### Required work
A bare number is the expected answer: the count of lines in the data holding "Sunset".

═══ Records for the task ═══

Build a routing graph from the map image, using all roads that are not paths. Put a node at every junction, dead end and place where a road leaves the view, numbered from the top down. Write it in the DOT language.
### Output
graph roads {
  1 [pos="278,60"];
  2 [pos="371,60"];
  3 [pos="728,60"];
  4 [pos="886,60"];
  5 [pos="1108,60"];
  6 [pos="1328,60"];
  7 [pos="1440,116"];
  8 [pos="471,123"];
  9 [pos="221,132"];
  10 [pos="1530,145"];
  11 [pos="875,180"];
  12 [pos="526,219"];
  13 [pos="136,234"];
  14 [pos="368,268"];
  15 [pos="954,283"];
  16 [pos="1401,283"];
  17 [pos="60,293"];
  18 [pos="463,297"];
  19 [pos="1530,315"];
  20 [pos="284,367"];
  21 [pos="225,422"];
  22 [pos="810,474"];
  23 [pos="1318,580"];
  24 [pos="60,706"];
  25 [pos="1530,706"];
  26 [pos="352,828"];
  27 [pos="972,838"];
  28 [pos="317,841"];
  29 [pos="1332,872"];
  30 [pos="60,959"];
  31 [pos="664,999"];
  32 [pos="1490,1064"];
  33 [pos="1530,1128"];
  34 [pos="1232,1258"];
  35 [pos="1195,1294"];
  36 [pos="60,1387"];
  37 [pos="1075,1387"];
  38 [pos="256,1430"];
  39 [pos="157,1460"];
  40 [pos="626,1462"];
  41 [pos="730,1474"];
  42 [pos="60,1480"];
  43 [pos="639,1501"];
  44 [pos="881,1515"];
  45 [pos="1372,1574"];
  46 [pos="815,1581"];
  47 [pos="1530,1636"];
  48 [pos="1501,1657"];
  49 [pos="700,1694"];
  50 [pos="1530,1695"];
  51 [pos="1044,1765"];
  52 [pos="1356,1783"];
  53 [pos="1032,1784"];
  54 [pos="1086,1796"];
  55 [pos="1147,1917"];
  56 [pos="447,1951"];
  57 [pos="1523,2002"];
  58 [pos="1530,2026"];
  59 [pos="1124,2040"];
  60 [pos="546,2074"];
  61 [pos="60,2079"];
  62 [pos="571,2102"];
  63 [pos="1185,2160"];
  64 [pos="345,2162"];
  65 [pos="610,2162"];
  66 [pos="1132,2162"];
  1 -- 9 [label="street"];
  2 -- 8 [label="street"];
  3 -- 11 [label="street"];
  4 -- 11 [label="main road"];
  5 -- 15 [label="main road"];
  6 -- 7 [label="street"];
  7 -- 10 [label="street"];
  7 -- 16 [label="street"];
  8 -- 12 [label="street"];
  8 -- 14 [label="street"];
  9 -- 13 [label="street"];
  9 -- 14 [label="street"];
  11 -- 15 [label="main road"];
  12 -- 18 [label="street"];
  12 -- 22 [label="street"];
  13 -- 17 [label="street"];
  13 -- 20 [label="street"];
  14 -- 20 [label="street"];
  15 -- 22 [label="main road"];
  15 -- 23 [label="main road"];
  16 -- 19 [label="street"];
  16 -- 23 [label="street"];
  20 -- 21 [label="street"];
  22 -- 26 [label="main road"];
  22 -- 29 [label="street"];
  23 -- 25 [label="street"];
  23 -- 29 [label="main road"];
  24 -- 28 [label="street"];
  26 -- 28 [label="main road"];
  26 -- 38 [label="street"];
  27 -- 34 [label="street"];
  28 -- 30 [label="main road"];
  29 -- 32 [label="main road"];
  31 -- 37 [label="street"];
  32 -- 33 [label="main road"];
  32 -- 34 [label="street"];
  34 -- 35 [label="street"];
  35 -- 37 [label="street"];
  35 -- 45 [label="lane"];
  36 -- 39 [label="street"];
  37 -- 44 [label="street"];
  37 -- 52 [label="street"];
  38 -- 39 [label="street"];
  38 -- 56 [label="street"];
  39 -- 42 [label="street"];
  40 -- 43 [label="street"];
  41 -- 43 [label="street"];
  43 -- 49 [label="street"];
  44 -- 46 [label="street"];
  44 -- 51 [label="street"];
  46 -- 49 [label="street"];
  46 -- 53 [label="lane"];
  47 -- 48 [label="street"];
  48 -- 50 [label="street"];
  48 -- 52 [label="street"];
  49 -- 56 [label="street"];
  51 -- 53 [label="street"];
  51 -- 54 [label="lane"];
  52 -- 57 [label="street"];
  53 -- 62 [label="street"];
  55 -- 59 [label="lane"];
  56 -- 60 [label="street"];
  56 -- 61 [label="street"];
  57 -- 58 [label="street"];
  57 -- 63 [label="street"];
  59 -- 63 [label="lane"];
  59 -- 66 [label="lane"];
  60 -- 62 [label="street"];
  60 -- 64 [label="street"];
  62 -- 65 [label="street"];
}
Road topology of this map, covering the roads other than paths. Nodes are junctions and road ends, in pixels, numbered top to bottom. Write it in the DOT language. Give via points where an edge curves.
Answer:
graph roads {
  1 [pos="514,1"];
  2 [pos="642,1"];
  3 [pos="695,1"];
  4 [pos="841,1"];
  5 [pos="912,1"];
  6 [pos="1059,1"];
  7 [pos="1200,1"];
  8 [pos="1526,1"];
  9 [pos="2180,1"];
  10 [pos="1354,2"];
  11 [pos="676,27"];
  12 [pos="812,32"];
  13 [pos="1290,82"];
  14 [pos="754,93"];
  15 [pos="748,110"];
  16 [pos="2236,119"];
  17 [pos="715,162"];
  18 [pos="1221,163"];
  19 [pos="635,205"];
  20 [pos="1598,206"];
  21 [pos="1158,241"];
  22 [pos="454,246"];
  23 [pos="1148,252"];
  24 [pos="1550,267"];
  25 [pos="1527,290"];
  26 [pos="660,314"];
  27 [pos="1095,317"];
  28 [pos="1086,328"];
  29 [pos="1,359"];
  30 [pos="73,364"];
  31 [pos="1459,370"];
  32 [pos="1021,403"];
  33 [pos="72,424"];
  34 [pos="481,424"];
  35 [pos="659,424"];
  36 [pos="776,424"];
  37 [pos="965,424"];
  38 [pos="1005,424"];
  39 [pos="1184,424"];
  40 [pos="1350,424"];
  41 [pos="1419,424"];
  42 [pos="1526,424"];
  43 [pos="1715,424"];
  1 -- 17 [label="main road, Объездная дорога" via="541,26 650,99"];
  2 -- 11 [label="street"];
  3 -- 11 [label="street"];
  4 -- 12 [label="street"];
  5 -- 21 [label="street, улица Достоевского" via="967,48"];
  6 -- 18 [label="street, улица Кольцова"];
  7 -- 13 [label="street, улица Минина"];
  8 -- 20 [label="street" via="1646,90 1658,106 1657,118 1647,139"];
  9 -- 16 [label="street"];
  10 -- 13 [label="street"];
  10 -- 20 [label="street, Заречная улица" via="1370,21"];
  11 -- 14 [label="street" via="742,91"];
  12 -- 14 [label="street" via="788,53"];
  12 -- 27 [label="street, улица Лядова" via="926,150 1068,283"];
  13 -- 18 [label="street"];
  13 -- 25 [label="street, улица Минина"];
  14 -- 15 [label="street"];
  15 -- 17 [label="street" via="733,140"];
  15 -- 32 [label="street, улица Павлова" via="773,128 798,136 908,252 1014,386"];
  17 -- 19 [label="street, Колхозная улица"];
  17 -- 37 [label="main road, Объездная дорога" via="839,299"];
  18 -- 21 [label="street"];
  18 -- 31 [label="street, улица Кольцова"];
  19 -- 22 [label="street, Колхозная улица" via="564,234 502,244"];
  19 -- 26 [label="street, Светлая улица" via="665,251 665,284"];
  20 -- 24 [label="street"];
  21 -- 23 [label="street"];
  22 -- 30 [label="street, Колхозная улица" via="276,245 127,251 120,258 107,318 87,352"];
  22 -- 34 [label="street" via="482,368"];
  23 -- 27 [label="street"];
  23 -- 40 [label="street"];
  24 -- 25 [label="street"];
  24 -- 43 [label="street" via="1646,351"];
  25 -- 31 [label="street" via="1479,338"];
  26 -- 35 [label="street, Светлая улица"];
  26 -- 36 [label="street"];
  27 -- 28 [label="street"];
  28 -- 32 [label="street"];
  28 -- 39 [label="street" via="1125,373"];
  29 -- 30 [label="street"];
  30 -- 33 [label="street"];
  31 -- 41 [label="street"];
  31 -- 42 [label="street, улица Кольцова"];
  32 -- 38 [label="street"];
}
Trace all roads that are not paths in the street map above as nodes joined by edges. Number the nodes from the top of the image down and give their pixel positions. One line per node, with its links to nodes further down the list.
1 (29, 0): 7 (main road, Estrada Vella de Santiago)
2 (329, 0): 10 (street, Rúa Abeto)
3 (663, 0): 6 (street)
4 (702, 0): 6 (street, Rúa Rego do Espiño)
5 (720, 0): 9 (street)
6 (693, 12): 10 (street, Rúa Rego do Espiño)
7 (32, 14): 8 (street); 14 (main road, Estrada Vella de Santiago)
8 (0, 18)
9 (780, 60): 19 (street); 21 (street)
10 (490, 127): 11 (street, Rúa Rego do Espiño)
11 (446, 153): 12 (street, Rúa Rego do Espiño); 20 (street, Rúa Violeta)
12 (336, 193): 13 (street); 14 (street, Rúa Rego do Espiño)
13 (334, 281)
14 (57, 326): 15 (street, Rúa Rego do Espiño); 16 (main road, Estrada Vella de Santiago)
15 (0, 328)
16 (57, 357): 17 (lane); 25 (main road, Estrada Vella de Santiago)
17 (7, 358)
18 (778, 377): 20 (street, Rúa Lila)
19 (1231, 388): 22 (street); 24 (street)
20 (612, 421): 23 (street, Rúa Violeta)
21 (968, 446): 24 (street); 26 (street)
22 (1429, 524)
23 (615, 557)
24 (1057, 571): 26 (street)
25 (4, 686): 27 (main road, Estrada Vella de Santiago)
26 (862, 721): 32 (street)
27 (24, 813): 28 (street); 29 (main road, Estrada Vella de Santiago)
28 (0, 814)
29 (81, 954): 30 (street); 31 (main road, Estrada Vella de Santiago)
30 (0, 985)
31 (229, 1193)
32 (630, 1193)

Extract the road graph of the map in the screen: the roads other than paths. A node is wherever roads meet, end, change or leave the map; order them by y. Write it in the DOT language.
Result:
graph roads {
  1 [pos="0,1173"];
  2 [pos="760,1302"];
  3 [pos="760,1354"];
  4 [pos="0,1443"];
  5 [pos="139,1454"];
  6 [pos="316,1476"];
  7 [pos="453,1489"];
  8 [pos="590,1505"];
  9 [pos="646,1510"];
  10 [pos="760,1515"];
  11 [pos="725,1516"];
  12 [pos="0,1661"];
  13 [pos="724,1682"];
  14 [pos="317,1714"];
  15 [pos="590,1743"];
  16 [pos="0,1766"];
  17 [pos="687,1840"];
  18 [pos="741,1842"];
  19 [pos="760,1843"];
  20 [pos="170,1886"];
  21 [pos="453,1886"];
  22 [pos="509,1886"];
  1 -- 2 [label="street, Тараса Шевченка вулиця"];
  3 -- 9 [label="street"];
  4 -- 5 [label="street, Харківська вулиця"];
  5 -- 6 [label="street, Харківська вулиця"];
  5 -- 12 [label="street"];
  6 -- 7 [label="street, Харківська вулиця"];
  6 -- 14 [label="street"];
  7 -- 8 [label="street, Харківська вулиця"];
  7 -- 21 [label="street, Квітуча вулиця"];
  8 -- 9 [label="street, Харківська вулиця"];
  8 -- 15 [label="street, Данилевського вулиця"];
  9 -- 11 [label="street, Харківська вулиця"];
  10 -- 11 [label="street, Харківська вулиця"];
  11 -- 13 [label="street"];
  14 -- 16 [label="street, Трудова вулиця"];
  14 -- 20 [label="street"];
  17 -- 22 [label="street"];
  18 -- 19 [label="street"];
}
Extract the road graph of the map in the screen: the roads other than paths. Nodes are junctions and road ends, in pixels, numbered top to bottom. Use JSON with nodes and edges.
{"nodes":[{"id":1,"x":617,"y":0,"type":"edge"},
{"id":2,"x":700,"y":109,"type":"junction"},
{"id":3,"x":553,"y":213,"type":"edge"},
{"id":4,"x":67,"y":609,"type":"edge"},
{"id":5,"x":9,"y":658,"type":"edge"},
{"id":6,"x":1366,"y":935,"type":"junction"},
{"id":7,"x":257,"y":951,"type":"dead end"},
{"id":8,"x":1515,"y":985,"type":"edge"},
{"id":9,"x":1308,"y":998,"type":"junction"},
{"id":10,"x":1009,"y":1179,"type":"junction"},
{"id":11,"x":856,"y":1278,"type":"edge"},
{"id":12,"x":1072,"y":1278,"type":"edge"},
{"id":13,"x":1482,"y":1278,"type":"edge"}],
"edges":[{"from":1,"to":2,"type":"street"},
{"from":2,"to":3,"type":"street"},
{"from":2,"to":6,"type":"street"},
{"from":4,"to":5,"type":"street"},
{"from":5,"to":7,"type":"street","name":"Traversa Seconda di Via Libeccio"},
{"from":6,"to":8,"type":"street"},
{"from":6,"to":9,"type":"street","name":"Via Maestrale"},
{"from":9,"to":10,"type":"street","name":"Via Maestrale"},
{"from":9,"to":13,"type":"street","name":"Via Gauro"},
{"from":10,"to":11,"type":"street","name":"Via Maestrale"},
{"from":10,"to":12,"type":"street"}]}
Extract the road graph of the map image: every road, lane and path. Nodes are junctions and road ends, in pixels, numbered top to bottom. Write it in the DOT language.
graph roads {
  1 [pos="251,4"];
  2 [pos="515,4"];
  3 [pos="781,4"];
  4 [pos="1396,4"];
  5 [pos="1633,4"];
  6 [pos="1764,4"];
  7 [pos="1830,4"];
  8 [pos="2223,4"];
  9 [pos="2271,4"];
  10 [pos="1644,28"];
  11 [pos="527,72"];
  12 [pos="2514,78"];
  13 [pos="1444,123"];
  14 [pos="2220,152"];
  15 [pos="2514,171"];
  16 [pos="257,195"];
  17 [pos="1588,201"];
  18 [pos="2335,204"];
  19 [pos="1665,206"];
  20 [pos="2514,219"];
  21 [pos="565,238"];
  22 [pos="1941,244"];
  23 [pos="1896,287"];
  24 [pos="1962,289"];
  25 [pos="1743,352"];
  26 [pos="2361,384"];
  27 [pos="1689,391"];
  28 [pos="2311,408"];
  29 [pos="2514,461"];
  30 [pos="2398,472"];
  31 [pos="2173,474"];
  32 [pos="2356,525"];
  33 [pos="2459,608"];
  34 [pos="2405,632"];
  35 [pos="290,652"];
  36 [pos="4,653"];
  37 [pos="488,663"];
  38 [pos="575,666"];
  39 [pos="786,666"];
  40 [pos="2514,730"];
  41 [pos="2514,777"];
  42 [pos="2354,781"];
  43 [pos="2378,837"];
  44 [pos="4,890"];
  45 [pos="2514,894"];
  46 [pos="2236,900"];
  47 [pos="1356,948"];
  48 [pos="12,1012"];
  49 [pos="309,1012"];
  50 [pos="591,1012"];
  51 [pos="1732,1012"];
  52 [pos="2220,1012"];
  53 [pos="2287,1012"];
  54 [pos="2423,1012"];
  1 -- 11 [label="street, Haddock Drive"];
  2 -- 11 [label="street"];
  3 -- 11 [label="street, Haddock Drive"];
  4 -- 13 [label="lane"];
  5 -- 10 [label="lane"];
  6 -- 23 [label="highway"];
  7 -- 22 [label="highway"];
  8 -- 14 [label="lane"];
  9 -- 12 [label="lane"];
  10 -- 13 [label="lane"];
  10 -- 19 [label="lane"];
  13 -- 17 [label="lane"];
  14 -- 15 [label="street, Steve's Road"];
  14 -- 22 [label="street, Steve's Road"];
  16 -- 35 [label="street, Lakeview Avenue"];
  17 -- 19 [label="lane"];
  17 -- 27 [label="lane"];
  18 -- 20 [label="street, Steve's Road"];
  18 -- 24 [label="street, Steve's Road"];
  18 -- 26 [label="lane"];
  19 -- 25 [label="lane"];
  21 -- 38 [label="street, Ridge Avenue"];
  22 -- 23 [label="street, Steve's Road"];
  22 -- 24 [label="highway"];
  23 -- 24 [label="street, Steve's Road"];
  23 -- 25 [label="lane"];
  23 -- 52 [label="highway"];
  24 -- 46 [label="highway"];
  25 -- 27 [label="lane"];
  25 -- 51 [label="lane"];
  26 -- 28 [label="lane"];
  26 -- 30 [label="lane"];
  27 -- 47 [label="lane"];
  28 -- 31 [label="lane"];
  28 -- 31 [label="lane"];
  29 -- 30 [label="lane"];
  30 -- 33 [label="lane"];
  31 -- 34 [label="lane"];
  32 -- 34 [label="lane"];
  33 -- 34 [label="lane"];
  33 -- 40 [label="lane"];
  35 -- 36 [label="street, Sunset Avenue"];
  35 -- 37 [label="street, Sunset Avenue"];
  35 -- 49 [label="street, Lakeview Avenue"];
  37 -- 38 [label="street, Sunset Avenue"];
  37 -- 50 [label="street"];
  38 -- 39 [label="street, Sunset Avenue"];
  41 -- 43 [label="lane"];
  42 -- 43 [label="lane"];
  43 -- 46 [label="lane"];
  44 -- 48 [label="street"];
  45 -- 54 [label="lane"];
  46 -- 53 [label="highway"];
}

═══

### Completed task
4